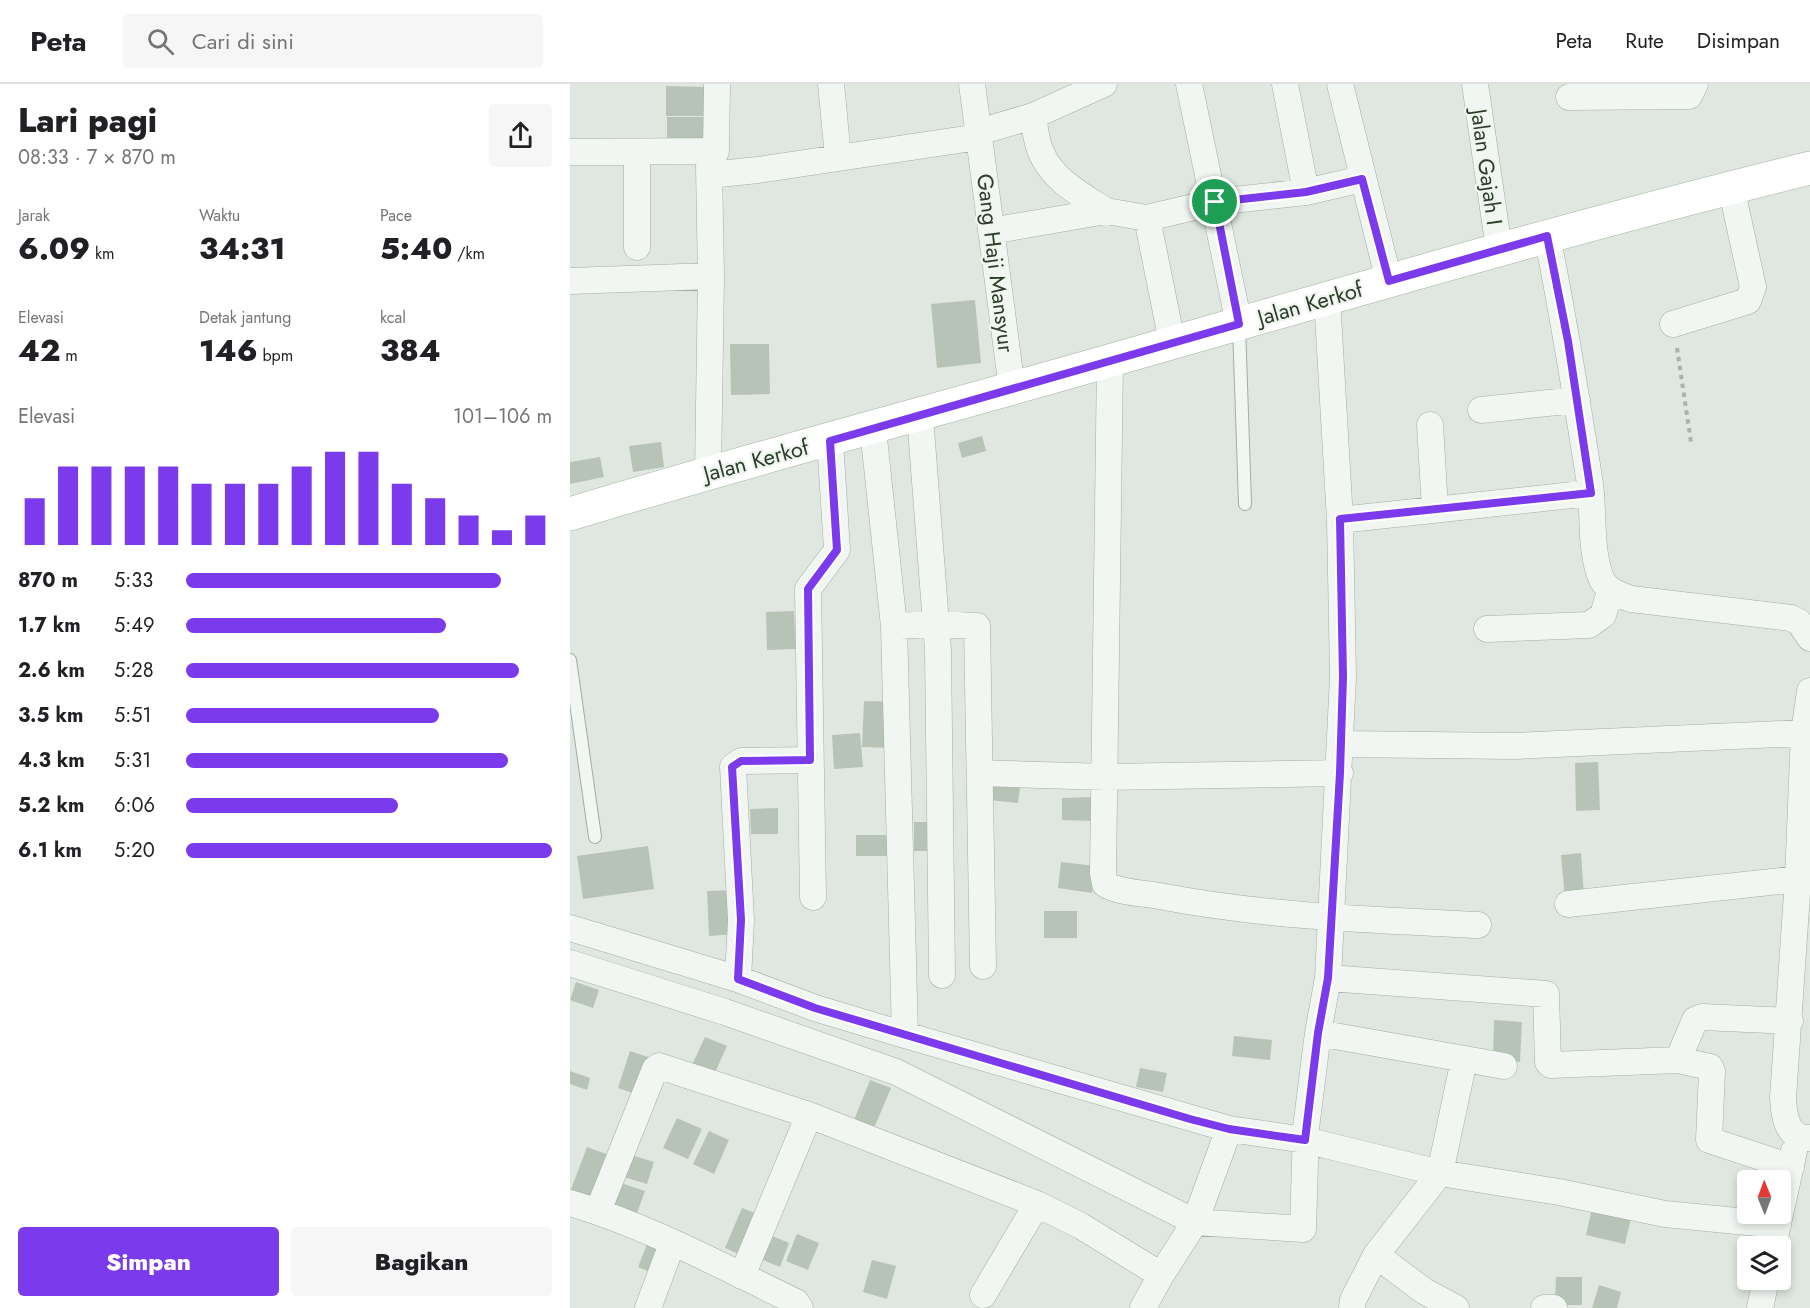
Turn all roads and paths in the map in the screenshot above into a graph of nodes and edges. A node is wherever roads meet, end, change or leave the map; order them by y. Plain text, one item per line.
1 (717, 84) edge
2 (831, 84) edge
3 (972, 84) edge
4 (1104, 84) edge
5 (1189, 84) edge
6 (1285, 84) edge
7 (1340, 84) edge
8 (1475, 84) edge
9 (1695, 84) edge
10 (1569, 97) dead end
11 (1033, 116) junction
12 (979, 135) junction
13 (570, 152) edge
14 (637, 152) junction
15 (838, 157) junction
16 (713, 163) junction
17 (1810, 168) edge
18 (1362, 179) junction
19 (1731, 188) junction
20 (1306, 192) junction
21 (1215, 202) junction
22 (1106, 211) junction
23 (1146, 218) junction
24 (991, 231) junction
25 (1547, 236) junction
26 (637, 247) dead end
27 (1499, 249) junction
28 (711, 276) junction
29 (570, 281) edge
30 (1389, 281) junction
31 (1327, 298) junction
32 (1239, 324) junction
33 (1673, 324) joint
34 (1172, 342) junction
35 (1110, 361) junction
36 (1012, 389) junction
37 (1577, 400) junction
38 (1481, 410) dead end
39 (920, 416) junction
40 (1430, 425) dead end
41 (873, 429) junction
42 (830, 441) junction
43 (1690, 442) dead end
44 (708, 472) junction
45 (1591, 493) junction
46 (1245, 504) dead end
47 (1435, 510) junction
48 (570, 514) edge
49 (1340, 519) junction
50 (1610, 591) junction
51 (936, 624) junction
52 (894, 626) junction
53 (1487, 629) dead end
54 (1810, 638) edge
55 (570, 660) edge
56 (1810, 698) edge
57 (1804, 733) junction
58 (1341, 744) junction
59 (810, 760) junction
60 (980, 773) junction
61 (1340, 773) junction
62 (1106, 777) junction
63 (595, 837) dead end
64 (1802, 868) edge
65 (813, 897) dead end
66 (1568, 904) dead end
67 (1331, 919) junction
68 (1478, 925) dead end
69 (572, 935) edge
70 (944, 939) junction
71 (570, 963) edge
72 (942, 975) dead end
73 (1328, 978) junction
74 (738, 979) junction
75 (1790, 1021) junction
76 (1318, 1033) junction
77 (905, 1035) junction
78 (1464, 1060) junction
79 (1678, 1060) junction
80 (1503, 1066) dead end
81 (809, 1115) junction
82 (1229, 1129) junction
83 (1804, 1137) edge
84 (1305, 1140) junction
85 (1791, 1167) junction
86 (1440, 1173) junction
87 (570, 1203) edge
88 (1037, 1204) junction
89 (598, 1211) junction
90 (1195, 1222) junction
91 (1776, 1236) edge
92 (672, 1244) junction
93 (1376, 1254) junction
94 (1161, 1275) junction
95 (742, 1276) junction
96 (1764, 1290) edge
97 (983, 1295) dead end
98 (648, 1308) edge
99 (800, 1308) edge
100 (1143, 1308) edge
101 (1353, 1308) edge
102 (1456, 1308) edge
103 (1544, 1308) edge
104 (1554, 1308) edge
105 (1760, 1308) edge

1 - 16 street
2 - 15 street
3 - 12 street, Gang Haji Mansyur
4 - 11 street
5 - 21 street
6 - 20 street
7 - 18 street
8 - 27 street, Jalan Gajah I
9 - 10 street
11 - 12 street
11 - 22 street
12 - 15 street
12 - 24 street, Gang Haji Mansyur
13 - 14 street
14 - 16 street
14 - 26 street
15 - 16 street
16 - 28 street
17 - 19 main road, Jalan Kerkof
18 - 20 street
18 - 30 street
19 - 25 main road, Jalan Kerkof
19 - 33 street
20 - 21 street
21 - 23 street
21 - 32 street
22 - 23 street
22 - 24 street
23 - 34 street
24 - 36 street, Gang Haji Mansyur
25 - 27 main road, Jalan Kerkof
25 - 37 street
27 - 30 main road, Jalan Kerkof
28 - 29 street
28 - 44 street
30 - 31 main road, Jalan Kerkof
31 - 32 main road, Jalan Kerkof
31 - 49 street
32 - 34 main road, Jalan Kerkof
32 - 46 lane
33 - 43 path
34 - 35 main road, Jalan Kerkof
35 - 36 main road, Jalan Kerkof
35 - 62 street
36 - 39 main road, Jalan Kerkof
37 - 38 street
37 - 45 street
39 - 41 main road, Jalan Kerkof
39 - 51 street
40 - 47 street
41 - 42 main road, Jalan Kerkof
41 - 52 street
42 - 44 main road, Jalan Kerkof
42 - 59 street
44 - 48 main road, Jalan Kerkof
45 - 47 street
45 - 50 street
47 - 49 street
49 - 58 street
50 - 53 street
50 - 54 street
51 - 52 street
51 - 60 street
51 - 70 street
52 - 77 street
55 - 63 lane
56 - 57 street
57 - 58 street
57 - 64 street
58 - 61 street
59 - 65 street
59 - 74 street
60 - 62 street
60 - 70 street
61 - 62 street
61 - 67 street
62 - 67 street
64 - 66 street
64 - 75 street
67 - 68 street
67 - 73 street
69 - 74 street
70 - 72 street
71 - 90 street
73 - 76 street
73 - 79 street
74 - 77 street
75 - 79 street
75 - 83 street
76 - 78 street
76 - 84 street
77 - 82 street
78 - 80 street
78 - 86 street
79 - 85 street
81 - 88 street
81 - 89 street
81 - 95 street
82 - 84 street
82 - 90 street
83 - 85 street
84 - 86 street
84 - 90 street
85 - 91 street
86 - 91 street
86 - 93 street
87 - 89 street
88 - 94 street
88 - 97 street
89 - 92 street
90 - 94 street
92 - 95 street
92 - 98 street
93 - 101 street
93 - 102 street
94 - 100 street
95 - 99 street
96 - 105 street
103 - 104 street

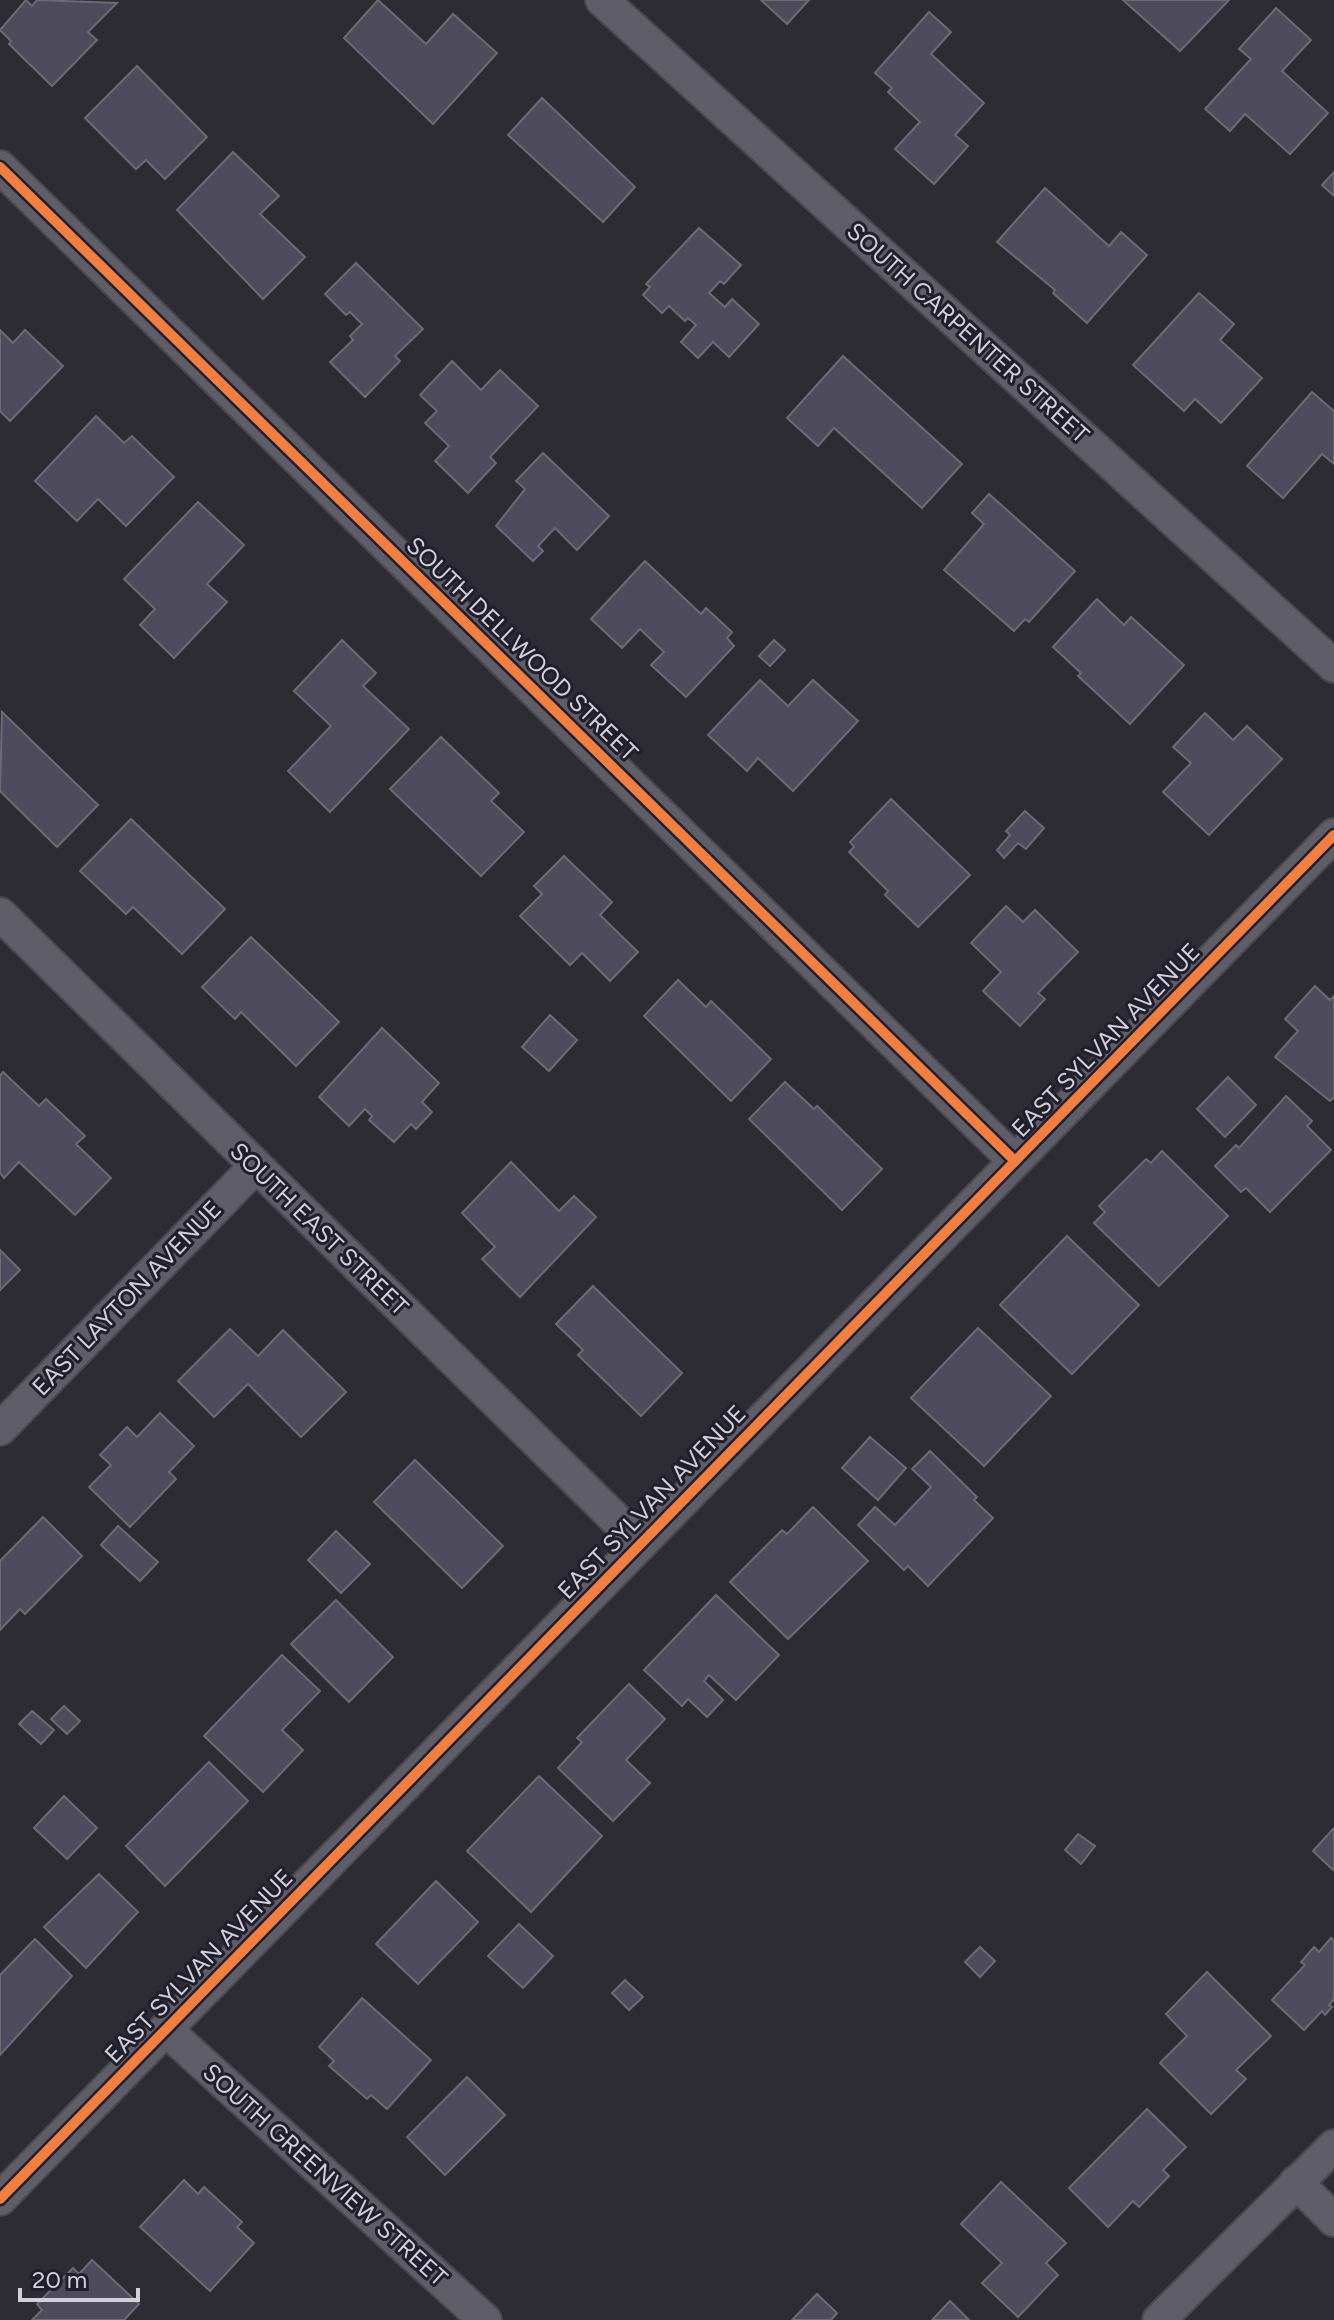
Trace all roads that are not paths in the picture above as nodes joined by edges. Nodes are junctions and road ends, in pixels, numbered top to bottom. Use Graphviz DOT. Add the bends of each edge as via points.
graph roads {
  1 [pos="602,0"];
  2 [pos="0,167"];
  3 [pos="1334,666"];
  4 [pos="1334,835"];
  5 [pos="0,914"];
  6 [pos="1015,1161"];
  7 [pos="255,1167"];
  8 [pos="0,1429"];
  9 [pos="640,1543"];
  10 [pos="165,2029"];
  11 [pos="1334,2146"];
  12 [pos="1296,2182"];
  13 [pos="0,2199"];
  14 [pos="1334,2220"];
  15 [pos="485,2320"];
  16 [pos="1159,2320"];
  1 -- 3 [label="street, SOUTH CARPENTER STREET"];
  2 -- 6 [label="street, SOUTH DELLWOOD STREET"];
  4 -- 6 [label="street, EAST SYLVAN AVENUE"];
  5 -- 7 [label="street, SOUTH EAST STREET"];
  6 -- 9 [label="street, EAST SYLVAN AVENUE"];
  7 -- 8 [label="street, EAST LAYTON AVENUE"];
  7 -- 9 [label="street, SOUTH EAST STREET"];
  9 -- 10 [label="street, EAST SYLVAN AVENUE"];
  10 -- 13 [label="street, EAST SYLVAN AVENUE"];
  10 -- 15 [label="street, SOUTH GREENVIEW STREET"];
  11 -- 12 [label="street"];
  12 -- 14 [label="street"];
  12 -- 16 [label="street"];
}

### Task directions
If a line in the data contains the string "AVENUE", copy it.

### Response below
  4 -- 6 [label="street, EAST SYLVAN AVENUE"];
  6 -- 9 [label="street, EAST SYLVAN AVENUE"];
  7 -- 8 [label="street, EAST LAYTON AVENUE"];
  9 -- 10 [label="street, EAST SYLVAN AVENUE"];
  10 -- 13 [label="street, EAST SYLVAN AVENUE"];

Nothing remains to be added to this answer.